Disadvantages of IUDDS 

  1. It offers no protection from STIs (sexually transmitted infections).

  2. IUDDS is useless in cases of pelvic infection and abnormal uterus shape.

  3. It is not recommended if you have endometriosis, heavy periods, or low iron levels.

  4. The chance of an ectopic pregnancy may rise as a result.

  5. During insertion and removal, there are risks.

  6. IUDDS have the potential to result in systemic contraindications such as copper allergy, immunodeficiency disorders, immunosuppressive therapy, Wilson's disease, acute liver disease, liver cancer, and breast cancer, particularly for hormonal IUDs, as well as multiple sexual partners for the patient or her partner.

Anatomy of Uterus:

  • The uterus, also known as the womb, has an inverted pear shape. It has a glandular lining known as the endometrium and is a hollow muscular organ with thick walls

  • The uterus weighs between 30 and 40 gm and is approximately 7.5 cm long, 5 cm wide at its upper part, and nearly 2.5 cm thick. 

  • The fundus is the portion of the body that is located above a plane that runs through the points where the uterine tubes enter, and the body is the portion that is located below that plane. 

  • The isthmus, a slight external constriction that marks the point where the body and cervix meet, is where the body narrows toward the cervix. It is the short narrowed portion of the uterus located inferior to superior to the cervix and above the body. 

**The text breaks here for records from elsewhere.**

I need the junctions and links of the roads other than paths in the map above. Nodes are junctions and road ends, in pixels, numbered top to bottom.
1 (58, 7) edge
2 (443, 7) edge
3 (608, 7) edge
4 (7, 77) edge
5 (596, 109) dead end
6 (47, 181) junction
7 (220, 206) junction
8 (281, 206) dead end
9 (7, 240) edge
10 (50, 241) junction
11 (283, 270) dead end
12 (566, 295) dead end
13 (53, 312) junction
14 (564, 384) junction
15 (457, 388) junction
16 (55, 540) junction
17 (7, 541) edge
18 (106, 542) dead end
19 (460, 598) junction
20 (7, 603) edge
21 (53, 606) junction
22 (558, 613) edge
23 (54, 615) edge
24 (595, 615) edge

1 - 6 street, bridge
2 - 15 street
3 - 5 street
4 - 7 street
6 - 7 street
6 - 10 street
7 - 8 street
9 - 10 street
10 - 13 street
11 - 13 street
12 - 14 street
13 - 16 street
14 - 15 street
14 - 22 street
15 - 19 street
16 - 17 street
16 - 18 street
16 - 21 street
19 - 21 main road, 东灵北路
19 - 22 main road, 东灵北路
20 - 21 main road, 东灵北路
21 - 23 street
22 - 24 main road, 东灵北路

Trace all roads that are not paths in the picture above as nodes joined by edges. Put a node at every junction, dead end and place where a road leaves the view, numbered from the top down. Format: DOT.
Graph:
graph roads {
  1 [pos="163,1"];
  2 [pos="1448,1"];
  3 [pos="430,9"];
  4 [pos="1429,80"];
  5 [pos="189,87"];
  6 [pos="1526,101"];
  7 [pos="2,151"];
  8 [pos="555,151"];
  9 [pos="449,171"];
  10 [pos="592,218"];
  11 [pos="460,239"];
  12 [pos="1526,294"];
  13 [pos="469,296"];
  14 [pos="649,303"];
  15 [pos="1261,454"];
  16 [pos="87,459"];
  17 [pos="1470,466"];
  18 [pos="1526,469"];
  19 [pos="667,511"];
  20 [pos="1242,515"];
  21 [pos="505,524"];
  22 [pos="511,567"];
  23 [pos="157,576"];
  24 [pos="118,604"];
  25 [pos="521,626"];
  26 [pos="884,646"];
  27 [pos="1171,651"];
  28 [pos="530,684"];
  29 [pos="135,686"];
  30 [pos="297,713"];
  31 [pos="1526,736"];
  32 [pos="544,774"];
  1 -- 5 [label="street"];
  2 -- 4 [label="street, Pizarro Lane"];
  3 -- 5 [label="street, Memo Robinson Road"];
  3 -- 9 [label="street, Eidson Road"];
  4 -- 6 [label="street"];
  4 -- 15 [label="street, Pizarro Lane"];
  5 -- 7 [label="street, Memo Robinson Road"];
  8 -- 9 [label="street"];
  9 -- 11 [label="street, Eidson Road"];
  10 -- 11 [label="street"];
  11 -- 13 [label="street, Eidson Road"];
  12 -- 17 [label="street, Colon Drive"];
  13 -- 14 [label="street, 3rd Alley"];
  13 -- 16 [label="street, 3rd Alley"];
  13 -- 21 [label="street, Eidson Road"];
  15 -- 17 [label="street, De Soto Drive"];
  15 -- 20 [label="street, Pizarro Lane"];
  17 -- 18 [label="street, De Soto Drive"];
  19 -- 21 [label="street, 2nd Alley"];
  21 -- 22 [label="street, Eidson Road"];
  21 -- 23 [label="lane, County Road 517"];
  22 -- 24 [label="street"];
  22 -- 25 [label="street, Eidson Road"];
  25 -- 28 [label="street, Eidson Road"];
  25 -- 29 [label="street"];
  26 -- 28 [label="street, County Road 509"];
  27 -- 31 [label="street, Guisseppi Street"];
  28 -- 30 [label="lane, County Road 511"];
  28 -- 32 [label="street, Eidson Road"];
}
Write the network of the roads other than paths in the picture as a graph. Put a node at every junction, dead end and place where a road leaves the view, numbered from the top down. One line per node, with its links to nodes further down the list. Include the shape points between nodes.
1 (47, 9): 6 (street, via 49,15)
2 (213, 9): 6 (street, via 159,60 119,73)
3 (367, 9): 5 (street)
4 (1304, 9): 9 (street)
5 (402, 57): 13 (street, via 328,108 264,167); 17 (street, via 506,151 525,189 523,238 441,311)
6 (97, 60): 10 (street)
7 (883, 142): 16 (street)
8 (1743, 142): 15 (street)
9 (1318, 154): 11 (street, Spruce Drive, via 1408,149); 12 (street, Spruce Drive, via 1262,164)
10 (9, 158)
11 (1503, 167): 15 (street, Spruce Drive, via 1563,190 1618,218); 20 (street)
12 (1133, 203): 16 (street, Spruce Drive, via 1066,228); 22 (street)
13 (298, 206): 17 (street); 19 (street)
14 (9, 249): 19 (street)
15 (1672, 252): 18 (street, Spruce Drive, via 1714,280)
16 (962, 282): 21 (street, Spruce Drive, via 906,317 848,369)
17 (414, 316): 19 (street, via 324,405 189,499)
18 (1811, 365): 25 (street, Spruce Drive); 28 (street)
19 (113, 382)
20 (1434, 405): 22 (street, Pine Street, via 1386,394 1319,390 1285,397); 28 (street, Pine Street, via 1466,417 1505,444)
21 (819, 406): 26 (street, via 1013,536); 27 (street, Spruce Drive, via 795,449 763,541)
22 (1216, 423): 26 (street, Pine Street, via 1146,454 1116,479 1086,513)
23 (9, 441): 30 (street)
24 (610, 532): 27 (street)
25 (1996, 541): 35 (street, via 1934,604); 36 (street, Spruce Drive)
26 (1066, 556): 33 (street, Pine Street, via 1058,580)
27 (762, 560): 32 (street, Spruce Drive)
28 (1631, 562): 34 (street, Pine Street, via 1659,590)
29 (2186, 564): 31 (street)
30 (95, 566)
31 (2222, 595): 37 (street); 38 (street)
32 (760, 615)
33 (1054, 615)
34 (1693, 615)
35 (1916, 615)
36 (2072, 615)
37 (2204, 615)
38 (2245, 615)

  • Uterus consists of mainly 3 parts such as 

    • Fundus,

    •  body 

    • Cervix.

Fundus

  • The peritoneum covering the fundus is continuous with that on the vesical and intestinal surfaces, and it is convex in all directions. 

  • The margins on the sides are slightly convex. 

  • Each uterine tube pierces the uterine wall at its upper end. 

  • The round ligament of the uterus is fixed below and in front of this point, and the ovary's ligament is attached behind it. 

  • These three structures are contained within the broad ligament, a fold of peritoneum that extends from the uterine rim to the pelvic wall.

Body:

  • On its way from the fundus to the isthmus, the body gradually narrows. The peritoneum flattens and covers the vesical or anterior surface, which is reflected onto the bladder to form the vesicouterine excavation. 

  • The surface is in contact with the bladder. 

  • The intestinal or posterior surface is convex transversely and is covered by peritoneum, which extends down onto the cervix and vagina.

Cervix:

  • The cervix is the uterus's lower constricted segment. 

  • It has a slightly conical shape with a blunted apex that faces backward and downward, but it is wider in the middle than both above and below. 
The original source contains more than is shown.